■ TASK TO CARRY OUT ■
Extract from the listing each line in which the word "nodes" appears.
+++
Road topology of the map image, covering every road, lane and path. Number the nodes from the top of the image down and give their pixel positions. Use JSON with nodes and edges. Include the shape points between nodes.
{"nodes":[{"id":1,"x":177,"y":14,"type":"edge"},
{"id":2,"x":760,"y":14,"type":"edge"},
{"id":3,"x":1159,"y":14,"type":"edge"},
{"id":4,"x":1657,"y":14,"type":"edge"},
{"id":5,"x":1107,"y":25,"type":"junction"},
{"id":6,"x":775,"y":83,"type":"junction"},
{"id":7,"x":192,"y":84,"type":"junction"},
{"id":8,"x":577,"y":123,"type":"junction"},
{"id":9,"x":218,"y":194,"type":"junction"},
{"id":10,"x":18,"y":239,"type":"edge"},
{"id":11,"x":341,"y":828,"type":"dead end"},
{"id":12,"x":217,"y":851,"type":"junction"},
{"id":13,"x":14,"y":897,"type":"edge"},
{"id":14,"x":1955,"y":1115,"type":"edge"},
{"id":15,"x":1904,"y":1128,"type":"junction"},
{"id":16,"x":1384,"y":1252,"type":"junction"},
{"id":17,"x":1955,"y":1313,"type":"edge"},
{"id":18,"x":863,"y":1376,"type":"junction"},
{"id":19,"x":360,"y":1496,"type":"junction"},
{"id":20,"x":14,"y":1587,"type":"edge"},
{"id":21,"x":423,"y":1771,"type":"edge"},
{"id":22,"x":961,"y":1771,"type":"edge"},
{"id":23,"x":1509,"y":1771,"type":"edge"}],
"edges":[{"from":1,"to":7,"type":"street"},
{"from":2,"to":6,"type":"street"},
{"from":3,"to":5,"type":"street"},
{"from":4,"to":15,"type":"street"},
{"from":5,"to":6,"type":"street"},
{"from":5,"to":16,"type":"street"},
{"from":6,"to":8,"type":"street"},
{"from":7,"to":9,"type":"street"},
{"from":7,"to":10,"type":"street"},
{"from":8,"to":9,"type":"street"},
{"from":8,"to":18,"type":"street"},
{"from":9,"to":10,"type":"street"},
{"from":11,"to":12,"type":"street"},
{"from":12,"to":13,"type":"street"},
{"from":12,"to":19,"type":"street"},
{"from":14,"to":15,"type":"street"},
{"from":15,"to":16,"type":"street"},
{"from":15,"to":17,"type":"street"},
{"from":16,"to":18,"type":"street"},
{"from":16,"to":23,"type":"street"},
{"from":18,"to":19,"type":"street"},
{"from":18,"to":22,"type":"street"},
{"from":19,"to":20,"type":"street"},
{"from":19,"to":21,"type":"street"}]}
+++
■ RESPONSE ■
Road topology of the map image, covering every road, lane and path. Number the nodes from the top of the image down and give their pixel positions. Use JSON with nodes and edges. Include the shape points between nodes.
{"nodes":[{"id":1,"x":177,"y":14,"type":"edge"},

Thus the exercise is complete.